Cassian paced down the throne room as Mavros took long strides beside him to keep up. The crowd of deities parted for him before he fabricated onto the stairs of the dais.
“There is the soul of a boyden in the Land. It goes by Alke.” Cassian stared out at the Errai before him. He could feel the tranquil presence of Nathaira to his right, the comfort of Mavros to his left. Aligning the back wall with three executioners stood Shivani. “ Boydens are loyal to their masters, even in death. Alke is somewhere in the Land, but he will remain hidden unless he hears the specific call from Finnian. You will search for him, and you will not stop until he is found.”
As the ruler of the Land, Cassian could sense every footprint, every breath within his realm. This damn boyden seemed to be the one exception to this. Its devotion and power ran deep and had followed it into the afterlife.
Memories surfaced: Cassian cleaning up the small kitchen of Finnian’s townhome, the bird perched on the top of the stove, scurrying down the short hall, disappearing up the chimney. Cassian knew Finnian. Right now, Finnian believed his goal was to find Vale and free him. He wouldn’t hide the blood somewhere far away. He’d keep it nearby, in case he needed to use it as a last resort.
Alke was the perfect hiding spot. A place nobody else would think to find.
The chains held Finnian’s arms up, his body limp against their weight.
An illusion of darkness currently suffocated his consciousness. It smothered any sense of awareness and kept his mind calm. Cassian did not wish to bring any suffering upon him, but he would have to figure out how to revive the lost memories soon.
Moros was connected to Acacius’s realm. He often made rounds in the prison. If he saw Finnian was unharmed, it would look as if Cassian was doing nothing to get the information out of Finnian. Something Acacius would report back to Ruelle.
Cassian knelt and used his handkerchief to wipe the sweat and soot of the Moros air from his brow. Frizzy waves of his hair clung to his neck, his cheeks.
Pain speared through Cassian’s chest as he gently peeled the strands back.
I miss you.
He longed to say the words, to tell this version of Finnian everything of their plan and their relationship. But he knew it wouldn’t work. This Finnian believed the worst in Cassian. He would trust his own false memories over Cassian, regardless of his truth.

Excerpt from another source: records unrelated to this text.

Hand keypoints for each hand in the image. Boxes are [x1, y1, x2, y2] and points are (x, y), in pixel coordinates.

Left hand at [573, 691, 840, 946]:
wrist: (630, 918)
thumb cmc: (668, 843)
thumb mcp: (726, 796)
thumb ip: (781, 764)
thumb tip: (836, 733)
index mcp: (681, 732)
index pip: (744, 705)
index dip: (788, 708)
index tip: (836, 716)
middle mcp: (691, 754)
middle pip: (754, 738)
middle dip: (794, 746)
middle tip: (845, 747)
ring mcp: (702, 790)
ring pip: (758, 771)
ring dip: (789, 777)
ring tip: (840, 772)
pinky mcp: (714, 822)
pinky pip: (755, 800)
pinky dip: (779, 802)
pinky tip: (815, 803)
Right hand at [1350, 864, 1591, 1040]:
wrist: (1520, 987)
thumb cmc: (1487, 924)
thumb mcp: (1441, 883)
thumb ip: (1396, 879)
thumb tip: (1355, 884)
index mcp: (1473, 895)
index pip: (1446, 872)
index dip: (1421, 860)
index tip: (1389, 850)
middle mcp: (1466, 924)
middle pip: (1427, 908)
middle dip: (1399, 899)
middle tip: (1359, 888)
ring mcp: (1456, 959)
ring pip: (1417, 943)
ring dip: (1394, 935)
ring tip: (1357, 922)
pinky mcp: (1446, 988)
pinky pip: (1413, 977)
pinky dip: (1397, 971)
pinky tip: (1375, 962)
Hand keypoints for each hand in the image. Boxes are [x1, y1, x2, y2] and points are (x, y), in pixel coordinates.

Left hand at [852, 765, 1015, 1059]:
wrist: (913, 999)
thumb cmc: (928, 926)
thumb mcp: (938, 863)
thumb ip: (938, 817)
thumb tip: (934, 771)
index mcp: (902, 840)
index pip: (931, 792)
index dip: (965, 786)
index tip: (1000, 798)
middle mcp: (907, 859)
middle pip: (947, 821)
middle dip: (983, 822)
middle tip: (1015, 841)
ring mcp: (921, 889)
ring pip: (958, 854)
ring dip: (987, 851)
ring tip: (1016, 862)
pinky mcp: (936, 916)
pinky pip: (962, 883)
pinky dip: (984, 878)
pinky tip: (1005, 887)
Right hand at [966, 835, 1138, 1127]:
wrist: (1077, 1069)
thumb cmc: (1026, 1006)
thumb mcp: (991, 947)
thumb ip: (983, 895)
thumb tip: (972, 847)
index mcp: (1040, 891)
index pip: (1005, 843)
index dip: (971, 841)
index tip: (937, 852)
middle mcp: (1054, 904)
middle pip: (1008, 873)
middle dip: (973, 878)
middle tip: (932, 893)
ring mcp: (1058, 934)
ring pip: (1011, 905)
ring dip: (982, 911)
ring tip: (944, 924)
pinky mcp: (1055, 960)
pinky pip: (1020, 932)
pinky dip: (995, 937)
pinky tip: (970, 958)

Then you must find a way to help me remember us.
Once upon a time, they had truly despised one another. A resentment hid lapses of curiosity, tender twitches of the heart, slowly wearing one another down until that hatred evolved into a maddening love.
That is where their story began.
“I loathe you.” He infused the phrase into his illusion, stitched it into every thought, every spare space of Finnian’s mind. “How much do you loathe me?”
After a year’s time of scouring every inch of the Land, Alke was nowhere to be found.
“He dropped by today,” Shivani informed Cassian.
Cassian paced the pathway in front of the ivy-covered ruins, his throat tight. “Acacius will go back and tell Ruelle I am doing nothing.”
The possibilities of how Ruelle could make Finnian suffer were limitless.
Sweat coated his underarms as he pulled at the tie around his neck.
Being the ruler of Death, he knew what needed to be done.
A sickness roiled in his stomach.
He rotated to face Shivani.
She wore a black robe, the front unzipped and showing her stocky cargo pants and brown top, rusty blood crusted all over the fabric. Specks of it marked her bronze cheeks and the hairline of her tight ponytail. She held the look of a true goddess of slaughter, one who took manic joy in carving skin from bone.
“Do it,” he ordered her. The words burned like acid on his tongue.
Her brow furrowed, studying him with hesitation, the way someone gauged the insane. “My lord, are you certain? We can figure out another way.”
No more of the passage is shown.